• [ASSIGNMENT]: Scan the records below for the line containing "index tip: (372, 288)" and the line containing "index mcp: (532, 197)". Copy both, plus every line between, exactly.

• [DATA FOR PROCESSING]:
· · · ·
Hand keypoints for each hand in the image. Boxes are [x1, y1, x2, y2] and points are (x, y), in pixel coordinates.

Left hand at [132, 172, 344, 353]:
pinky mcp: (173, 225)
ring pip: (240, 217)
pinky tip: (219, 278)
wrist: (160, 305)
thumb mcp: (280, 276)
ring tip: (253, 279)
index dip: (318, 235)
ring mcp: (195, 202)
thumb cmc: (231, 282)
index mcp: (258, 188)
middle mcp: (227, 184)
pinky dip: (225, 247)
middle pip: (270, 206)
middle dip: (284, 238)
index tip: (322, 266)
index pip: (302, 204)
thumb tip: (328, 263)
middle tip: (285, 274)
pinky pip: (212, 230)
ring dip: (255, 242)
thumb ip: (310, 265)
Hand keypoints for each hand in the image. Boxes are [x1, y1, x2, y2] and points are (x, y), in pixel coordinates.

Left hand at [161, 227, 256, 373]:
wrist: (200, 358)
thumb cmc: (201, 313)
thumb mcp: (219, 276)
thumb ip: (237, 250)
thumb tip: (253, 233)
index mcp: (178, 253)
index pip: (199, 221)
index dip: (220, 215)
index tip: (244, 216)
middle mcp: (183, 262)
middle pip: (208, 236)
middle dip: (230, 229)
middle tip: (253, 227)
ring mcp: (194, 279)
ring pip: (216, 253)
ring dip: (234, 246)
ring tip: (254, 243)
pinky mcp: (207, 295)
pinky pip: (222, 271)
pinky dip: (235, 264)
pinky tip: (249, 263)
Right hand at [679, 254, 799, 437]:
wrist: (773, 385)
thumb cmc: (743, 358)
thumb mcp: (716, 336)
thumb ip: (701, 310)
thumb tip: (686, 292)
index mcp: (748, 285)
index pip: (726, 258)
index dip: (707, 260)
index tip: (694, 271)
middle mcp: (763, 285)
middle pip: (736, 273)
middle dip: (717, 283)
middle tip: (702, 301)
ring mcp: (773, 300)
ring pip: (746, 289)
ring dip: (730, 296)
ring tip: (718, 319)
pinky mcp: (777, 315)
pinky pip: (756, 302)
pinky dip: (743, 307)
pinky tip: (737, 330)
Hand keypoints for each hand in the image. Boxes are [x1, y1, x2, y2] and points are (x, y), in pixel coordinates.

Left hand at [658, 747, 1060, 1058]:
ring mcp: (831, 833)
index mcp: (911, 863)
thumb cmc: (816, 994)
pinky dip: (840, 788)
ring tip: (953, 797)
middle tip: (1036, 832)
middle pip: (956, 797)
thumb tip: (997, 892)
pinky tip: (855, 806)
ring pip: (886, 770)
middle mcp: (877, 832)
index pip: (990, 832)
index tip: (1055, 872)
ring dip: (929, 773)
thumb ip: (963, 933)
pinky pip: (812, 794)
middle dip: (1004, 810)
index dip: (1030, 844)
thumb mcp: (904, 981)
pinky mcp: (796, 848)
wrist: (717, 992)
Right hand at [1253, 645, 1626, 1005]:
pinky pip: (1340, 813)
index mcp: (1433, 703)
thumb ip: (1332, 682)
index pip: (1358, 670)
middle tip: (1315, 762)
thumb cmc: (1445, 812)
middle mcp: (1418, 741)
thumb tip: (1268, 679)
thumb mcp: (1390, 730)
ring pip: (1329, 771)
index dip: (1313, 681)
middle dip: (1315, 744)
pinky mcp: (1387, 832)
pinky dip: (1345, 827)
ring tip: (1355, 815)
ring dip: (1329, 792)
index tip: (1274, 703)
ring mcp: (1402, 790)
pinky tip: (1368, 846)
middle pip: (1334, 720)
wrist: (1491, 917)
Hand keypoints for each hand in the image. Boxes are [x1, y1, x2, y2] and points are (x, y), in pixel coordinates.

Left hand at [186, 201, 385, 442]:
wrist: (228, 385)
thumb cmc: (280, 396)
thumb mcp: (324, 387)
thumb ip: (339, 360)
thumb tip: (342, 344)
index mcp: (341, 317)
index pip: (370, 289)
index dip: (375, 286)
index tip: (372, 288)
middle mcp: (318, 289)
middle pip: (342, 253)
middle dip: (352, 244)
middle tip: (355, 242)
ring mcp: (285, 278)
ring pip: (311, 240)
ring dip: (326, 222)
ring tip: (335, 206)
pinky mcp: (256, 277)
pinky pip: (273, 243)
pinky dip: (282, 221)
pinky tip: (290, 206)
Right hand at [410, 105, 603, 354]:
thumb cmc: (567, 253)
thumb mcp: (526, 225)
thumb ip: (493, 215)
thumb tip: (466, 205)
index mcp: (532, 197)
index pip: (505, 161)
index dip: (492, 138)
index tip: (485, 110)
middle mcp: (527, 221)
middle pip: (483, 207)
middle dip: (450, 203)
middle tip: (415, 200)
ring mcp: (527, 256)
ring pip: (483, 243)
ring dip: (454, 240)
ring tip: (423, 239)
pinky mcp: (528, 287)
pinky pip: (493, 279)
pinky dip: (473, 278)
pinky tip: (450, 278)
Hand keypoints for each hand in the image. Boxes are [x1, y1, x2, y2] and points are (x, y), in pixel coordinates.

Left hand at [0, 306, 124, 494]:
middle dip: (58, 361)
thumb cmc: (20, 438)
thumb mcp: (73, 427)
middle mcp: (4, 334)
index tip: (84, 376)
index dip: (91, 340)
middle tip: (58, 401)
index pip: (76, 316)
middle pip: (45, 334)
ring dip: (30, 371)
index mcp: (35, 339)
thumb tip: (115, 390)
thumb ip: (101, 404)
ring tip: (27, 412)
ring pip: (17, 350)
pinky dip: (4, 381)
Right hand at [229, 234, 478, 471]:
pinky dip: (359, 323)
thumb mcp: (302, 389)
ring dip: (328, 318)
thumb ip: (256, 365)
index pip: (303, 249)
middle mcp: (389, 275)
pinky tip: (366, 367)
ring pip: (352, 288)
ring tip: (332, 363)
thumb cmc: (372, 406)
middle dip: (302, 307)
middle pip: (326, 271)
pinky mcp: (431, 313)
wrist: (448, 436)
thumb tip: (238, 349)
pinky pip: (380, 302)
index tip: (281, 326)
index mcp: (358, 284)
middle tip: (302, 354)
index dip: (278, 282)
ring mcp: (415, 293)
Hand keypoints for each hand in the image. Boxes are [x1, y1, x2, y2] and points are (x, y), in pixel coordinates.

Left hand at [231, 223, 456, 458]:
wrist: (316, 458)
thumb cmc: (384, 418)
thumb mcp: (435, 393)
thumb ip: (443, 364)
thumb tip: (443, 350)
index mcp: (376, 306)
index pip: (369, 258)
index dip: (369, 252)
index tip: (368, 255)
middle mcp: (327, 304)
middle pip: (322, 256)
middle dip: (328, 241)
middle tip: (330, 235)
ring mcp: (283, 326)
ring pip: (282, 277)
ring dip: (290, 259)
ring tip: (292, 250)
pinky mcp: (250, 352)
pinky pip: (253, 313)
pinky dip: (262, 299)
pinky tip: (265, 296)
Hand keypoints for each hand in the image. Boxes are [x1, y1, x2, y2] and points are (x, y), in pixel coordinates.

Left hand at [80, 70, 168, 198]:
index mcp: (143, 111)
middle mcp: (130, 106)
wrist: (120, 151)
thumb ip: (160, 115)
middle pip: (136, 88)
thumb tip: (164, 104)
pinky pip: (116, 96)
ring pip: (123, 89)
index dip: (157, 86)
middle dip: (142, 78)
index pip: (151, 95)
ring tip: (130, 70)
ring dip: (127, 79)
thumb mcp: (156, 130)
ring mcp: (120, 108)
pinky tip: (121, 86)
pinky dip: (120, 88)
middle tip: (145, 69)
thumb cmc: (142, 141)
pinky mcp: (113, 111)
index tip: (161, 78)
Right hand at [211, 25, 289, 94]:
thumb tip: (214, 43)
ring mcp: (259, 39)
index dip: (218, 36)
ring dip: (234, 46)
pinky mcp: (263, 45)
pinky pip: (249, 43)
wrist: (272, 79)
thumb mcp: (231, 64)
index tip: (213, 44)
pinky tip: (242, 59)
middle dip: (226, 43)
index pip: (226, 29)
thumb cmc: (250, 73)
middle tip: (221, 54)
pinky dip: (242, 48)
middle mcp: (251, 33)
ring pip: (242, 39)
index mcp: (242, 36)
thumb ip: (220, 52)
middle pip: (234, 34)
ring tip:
· · · ·
• [WORKED SOLUTION]:
index tip: (372, 288)
middle mcp: (318, 289)
middle pip: (342, 253)
middle dip: (352, 244)
middle tip: (355, 242)
ring mcp: (285, 278)
ring pip: (311, 240)
ring dip: (326, 222)
ring tip: (335, 206)
pinky mcp: (256, 277)
pinky pip: (273, 243)
pinky dip: (282, 221)
pinky tip: (290, 206)
Right hand at [410, 105, 603, 354]:
thumb cmc: (567, 253)
thumb mcp: (526, 225)
thumb ip: (493, 215)
thumb tip: (466, 205)
index mcp: (532, 197)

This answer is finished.